**Brief:**
Lines containing "ring": state how many there are in these entries, and write only that number.

**Bounding box coordinate data:**

####

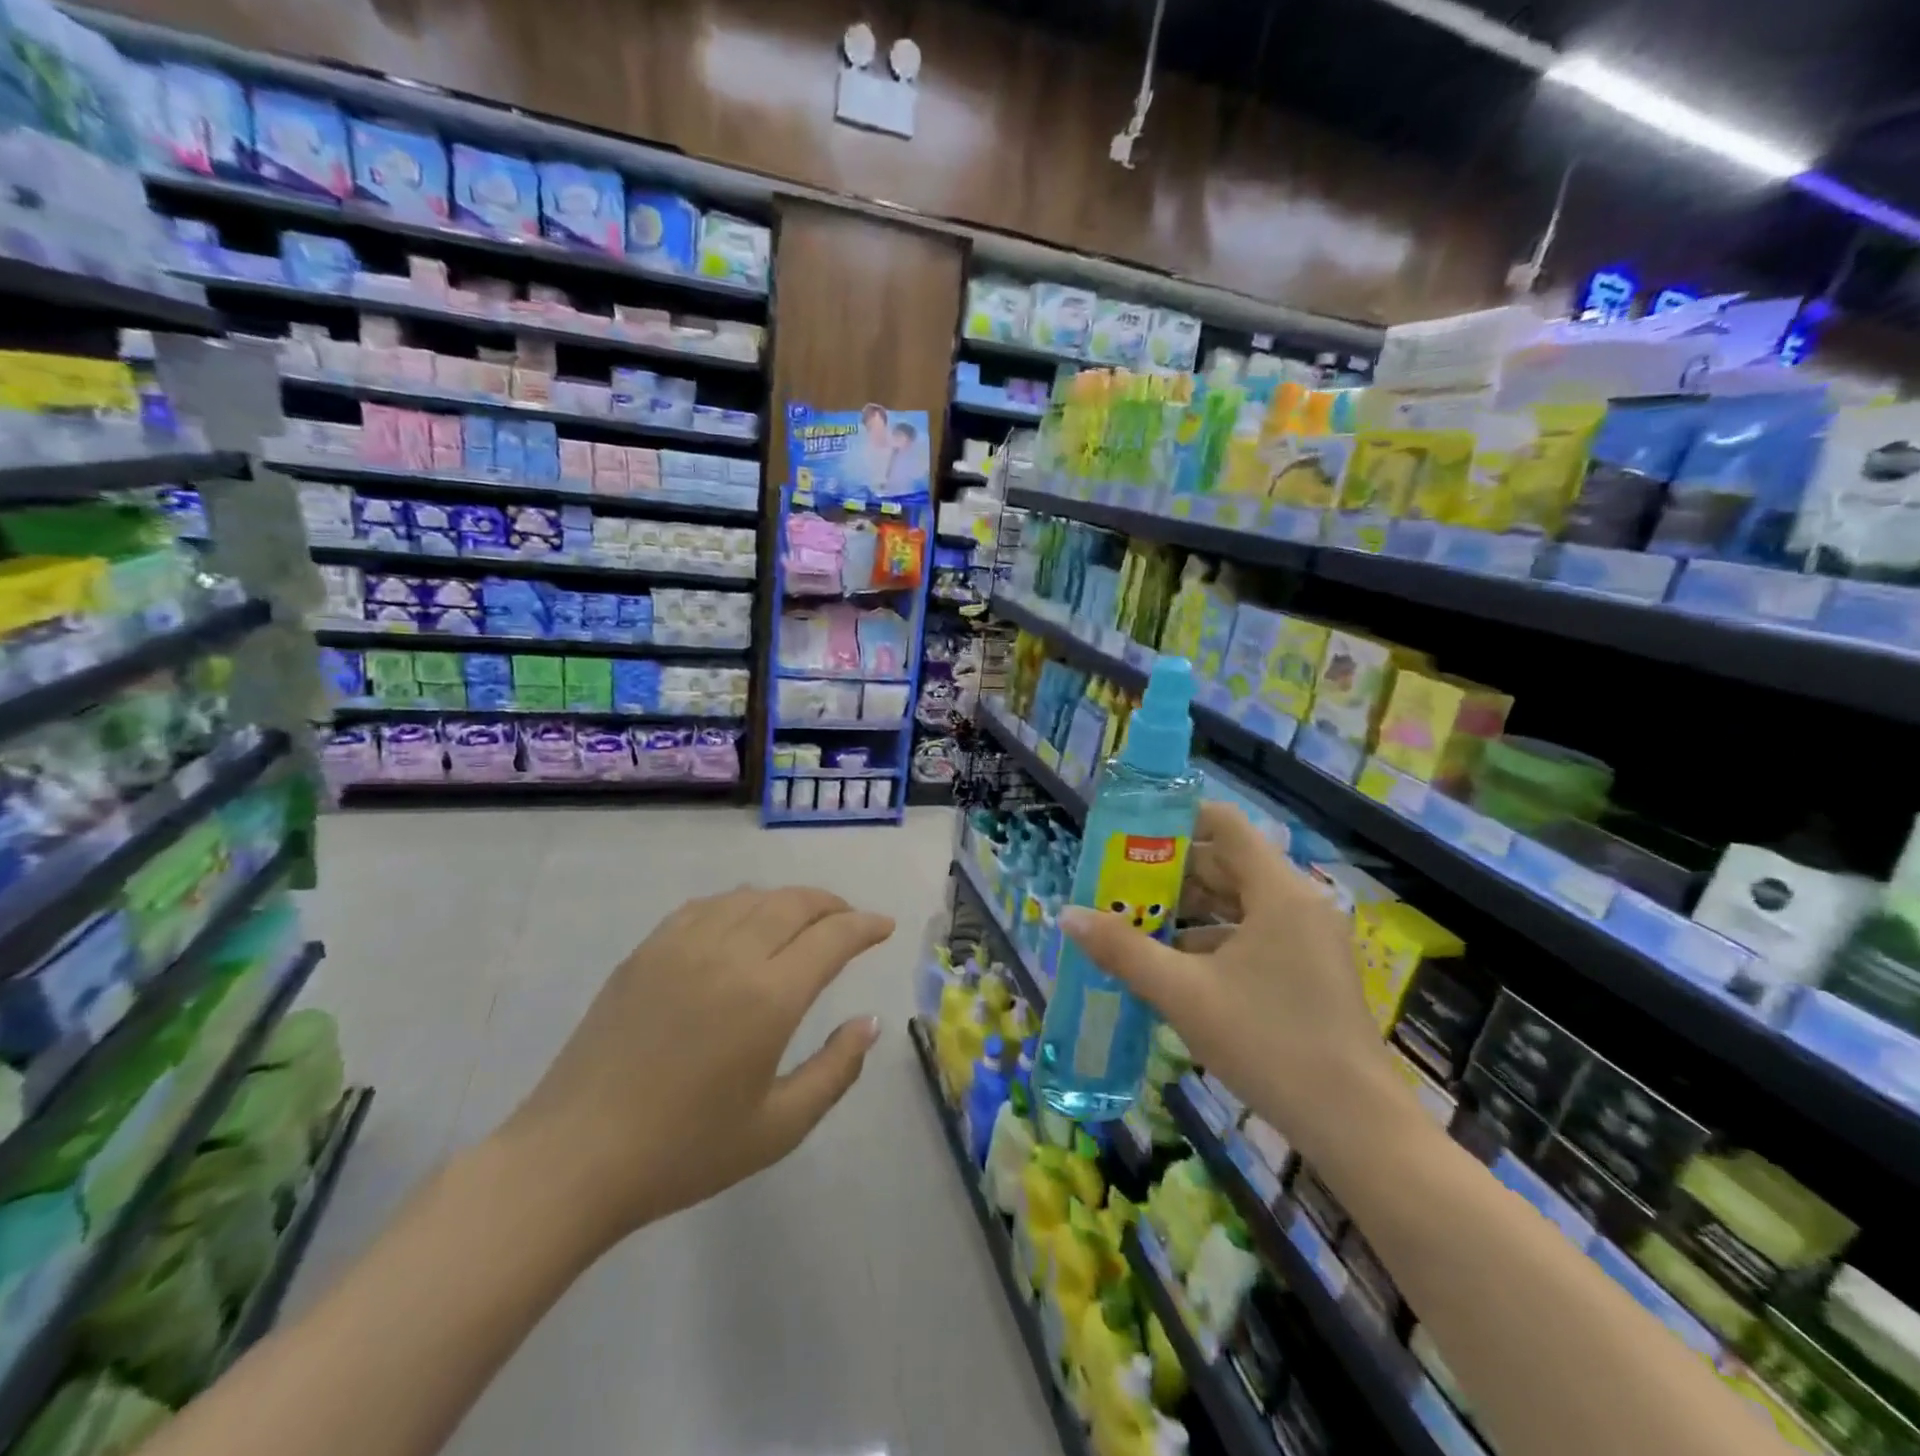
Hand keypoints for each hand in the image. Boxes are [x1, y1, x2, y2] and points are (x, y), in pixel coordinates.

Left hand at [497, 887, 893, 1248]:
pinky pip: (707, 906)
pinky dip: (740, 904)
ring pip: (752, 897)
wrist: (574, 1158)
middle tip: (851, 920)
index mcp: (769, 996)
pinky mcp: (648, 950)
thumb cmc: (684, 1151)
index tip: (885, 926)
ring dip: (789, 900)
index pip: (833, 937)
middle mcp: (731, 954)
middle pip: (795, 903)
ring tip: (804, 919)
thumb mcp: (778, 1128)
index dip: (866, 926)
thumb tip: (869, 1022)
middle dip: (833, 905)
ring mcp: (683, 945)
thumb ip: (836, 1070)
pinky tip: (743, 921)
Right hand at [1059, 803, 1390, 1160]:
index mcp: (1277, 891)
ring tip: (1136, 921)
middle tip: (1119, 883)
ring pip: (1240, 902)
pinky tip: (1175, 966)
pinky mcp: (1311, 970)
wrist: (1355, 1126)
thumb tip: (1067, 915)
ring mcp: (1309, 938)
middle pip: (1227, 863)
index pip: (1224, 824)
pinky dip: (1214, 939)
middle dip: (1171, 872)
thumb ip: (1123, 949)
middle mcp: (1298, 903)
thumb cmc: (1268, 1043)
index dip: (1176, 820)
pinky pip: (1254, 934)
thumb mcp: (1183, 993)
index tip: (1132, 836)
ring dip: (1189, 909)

####

**Completed exercise:**
8